Essentially, family governance is an attempt to regularise family interaction within a framework, to allow for intergenerational participation in the family’s wealth in a harmonious way. The underlying purpose is often a mixture of the following:
- To imprint the wealth founder’s principles on any structure.
- On-boarding the next generation – educating them about the structure and instilling in them the founder’s principles.
- To facilitate an orderly succession of control and wealth between generations.
- To prevent or contain family disputes.
- To preserve the family’s wealth beyond the third generation.
The ways in which this can be achieved are diverse and the documents and vehicles used vary from family to family. The choice will depend on the nature of the family, for example, the number of family branches that exist and the generation in which the structuring is taking place.
The nuts and bolts
A family governance structure usually contains a combination of legally enforceable and non-enforceable elements, for instance:
Family constitution: this incorporates references to the family’s “purposes” and its mission statement. Although not usually legally binding, it is a formal document, which is morally persuasive, setting out the founder’s and family’s intentions. It is intended to govern the way that family members can participate in the family’s wealth.
Family council: this is often where the decisions are made. The council could be informally created in the family constitution or formally established as a separate legal entity.
Legal documents creating the enforceable structure: a family might choose to use combinations of trusts, foundations, private trust companies, shareholders’ agreements, etc. It is the corporate structures and ancillary legal documents that give the family constitution legal teeth.
Usually the rules relating to value, power and governance are made legally enforceable:
Value: the rules that determine which family members can benefit and in what shares, distribution policies and how members who wish to do so may take their share and exit the structure.
Power: the rules governing those who are to control the structure, how they can be appointed or removed, what qualification criteria will apply to their appointment and how they are to be remunerated for their role.
Governance: the inclusion of enforceable principles of governance that are best practice for public and private companies. The level of corporate governance required for AIM companies often provides the best analogy of the standards that should be required in a private wealth structure, as it is light touch regulation compared to a full listing.
Limits of enforceability in the family context
Family governance can never fully achieve a corporate governance model at every level because you cannot bind absent parties (minors, unborn children, future spouses) to a contract.
However, you can try to bind these parties in the future – for instance, by making it mandatory for every new shareholder to sign a deed of adherence in a shareholders’ agreement or providing in trust deeds that beneficiaries getting married must sign pre-nuptial agreements or risk exclusion.

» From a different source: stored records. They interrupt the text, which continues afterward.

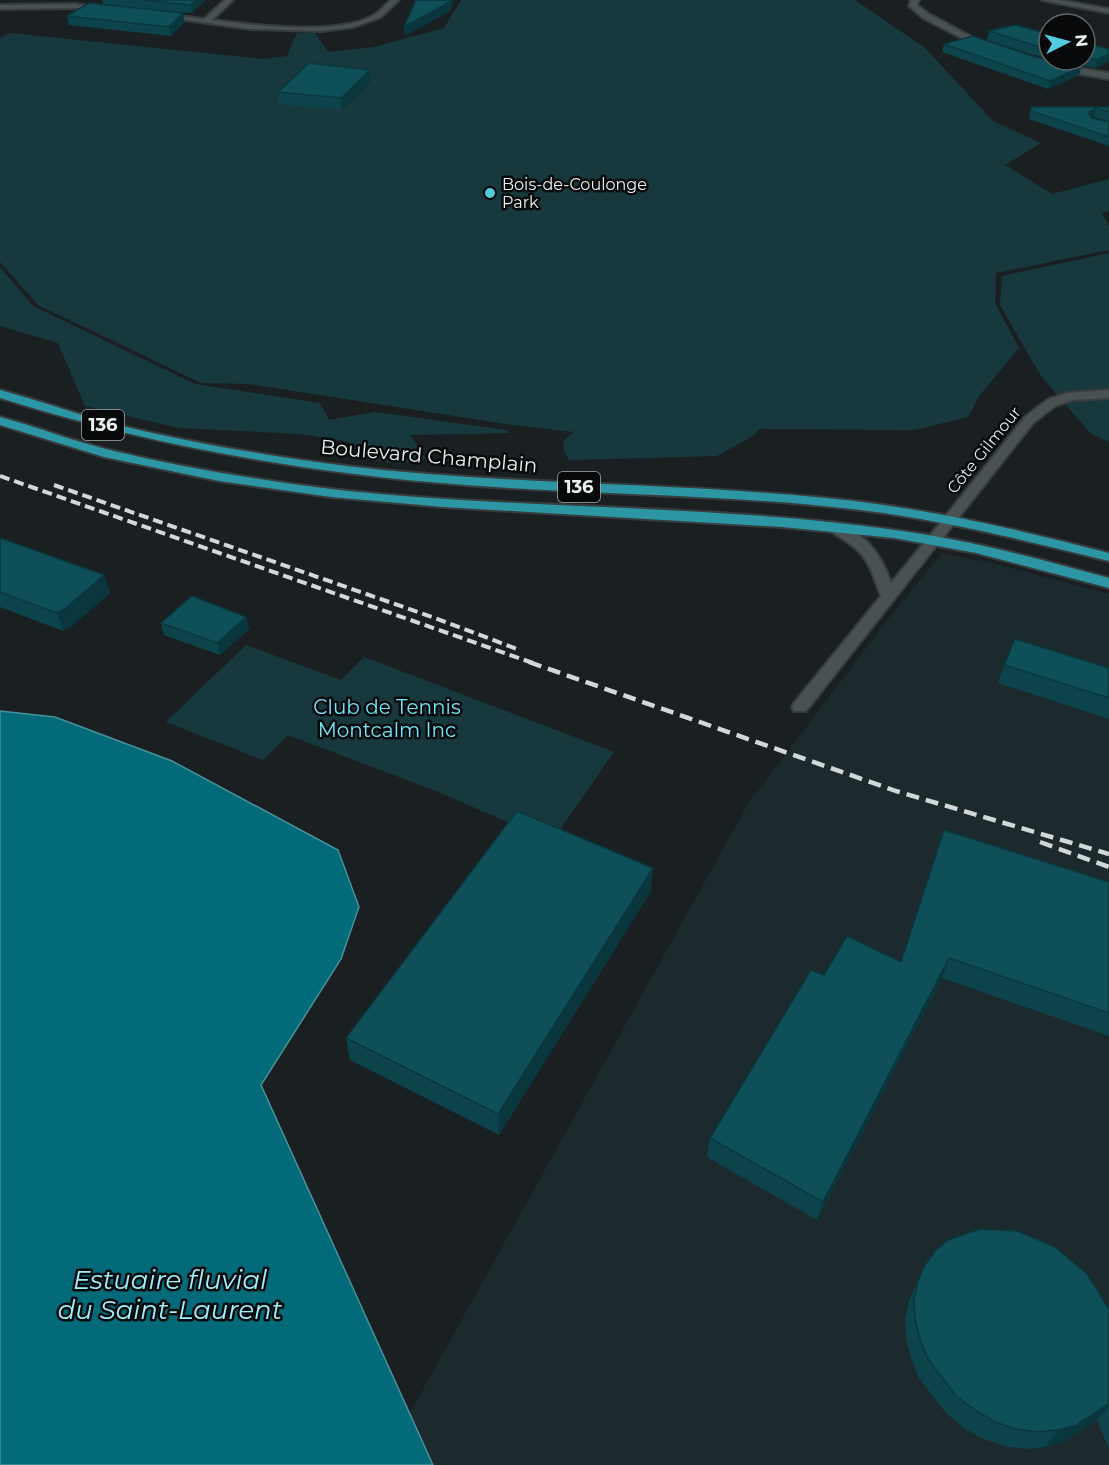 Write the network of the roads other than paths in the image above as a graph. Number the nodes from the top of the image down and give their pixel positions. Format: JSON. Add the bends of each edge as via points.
{"nodes":[{"id":1,"x":85,"y":0,"type":"edge"},
{"id":2,"x":230,"y":0,"type":"edge"},
{"id":3,"x":395,"y":0,"type":"edge"},
{"id":4,"x":915,"y":0,"type":"edge"},
{"id":5,"x":1046,"y":0,"type":"edge"},
{"id":6,"x":75,"y":6,"type":"junction"},
{"id":7,"x":0,"y":7,"type":"edge"},
{"id":8,"x":114,"y":10,"type":"edge"},
{"id":9,"x":1109,"y":11,"type":"edge"},
{"id":10,"x":155,"y":15,"type":"edge"},
{"id":11,"x":207,"y":20,"type":"junction"},
{"id":12,"x":992,"y":49,"type":"edge"},
{"id":13,"x":1085,"y":72,"type":"edge"},
{"id":14,"x":1109,"y":76,"type":"edge"},
{"id":15,"x":0,"y":394,"type":"edge"},
{"id":16,"x":1109,"y":394,"type":"edge"},
{"id":17,"x":0,"y":421,"type":"edge"},
{"id":18,"x":951,"y":519,"type":"junction"},
{"id":19,"x":835,"y":528,"type":"junction"},
{"id":20,"x":933,"y":541,"type":"junction"},
{"id":21,"x":1109,"y":557,"type":"edge"},
{"id":22,"x":1109,"y":583,"type":"edge"},
{"id":23,"x":888,"y":595,"type":"junction"},
{"id":24,"x":800,"y":707,"type":"dead end"}],
"edges":[{"from":1,"to":6,"type":"street"},
{"from":2,"to":11,"type":"street"},
{"from":3,"to":11,"type":"street","via":[[391,8],[370,20],[332,28],[286,29]]},
{"from":4,"to":12,"type":"street","via":[[913,6],[926,16]]},
{"from":5,"to":9,"type":"street"},
{"from":6,"to":7,"type":"street"},
{"from":6,"to":8,"type":"street"},
{"from":10,"to":11,"type":"street"},
{"from":13,"to":14,"type":"street"},
{"from":15,"to":18,"type":"main road","name":"Boulevard Champlain","number":"136","via":[[152,437],[369,473],[827,502]]},
{"from":16,"to":18,"type":"street","name":"Côte Gilmour","via":[[1071,396],[1051,403],[1029,420]]},
{"from":17,"to":19,"type":"main road","number":"136","via":[[70,444],[148,463],[315,491],[476,506],[705,517]]},
{"from":18,"to":20,"type":"street","name":"Côte Gilmour"},
{"from":18,"to":21,"type":"main road","name":"Boulevard Champlain","number":"136"},
{"from":19,"to":20,"type":"main road","number":"136"},
{"from":19,"to":23,"type":"street","via":[[867,546],[877,560]]},
{"from":20,"to":22,"type":"main road","number":"136"},
{"from":20,"to":23,"type":"street","name":"Côte Gilmour"},
{"from":23,"to":24,"type":"street","name":"Côte Gilmour"}]}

That said, none of these methods guarantee enforceability because you cannot exclude the inherent jurisdiction of the court in relation to trusts and family law.
ESG now factors into most investment planning in the commercial and private wealth spheres. It has the potential to be a minefield in the latter with intermediaries (trustees, directors, family office managers and investment advisers) getting caught in the crossfire. ESG can be factored into a private wealth structure as follows:
By making commitments to ESG integration in the family charter or a letter of wishes.
- The distribution or dividend policy might dictate that a certain percentage of profits is re-invested into sustainable projects or ‘impact’ investing each year.
- Protections for trustees may be built into a trust deed, by including bespoke exoneration and indemnity clauses protecting them against losses resulting from ESG investment.
- Using a reserved powers trust, the settlor may be empowered to determine investment strategy or to appoint an investment committee to do so, thereby ring-fencing investment liability away from the trustees.
Both family governance structuring and a focus on sustainability are constantly developing areas within private wealth planning. The latter is still a relatively new factor for families, trustees and family offices to take into consideration.
There is a worldwide determination to achieve a “green recovery” following the pandemic and many wealthy families feel a personal obligation to contribute towards this. However, it is still vital for them to ensure that the needs and views of all members of the family are fairly represented. Accordingly, family governance structuring will need to become ever more sophisticated over the coming years to provide the required balance of flexibility and control.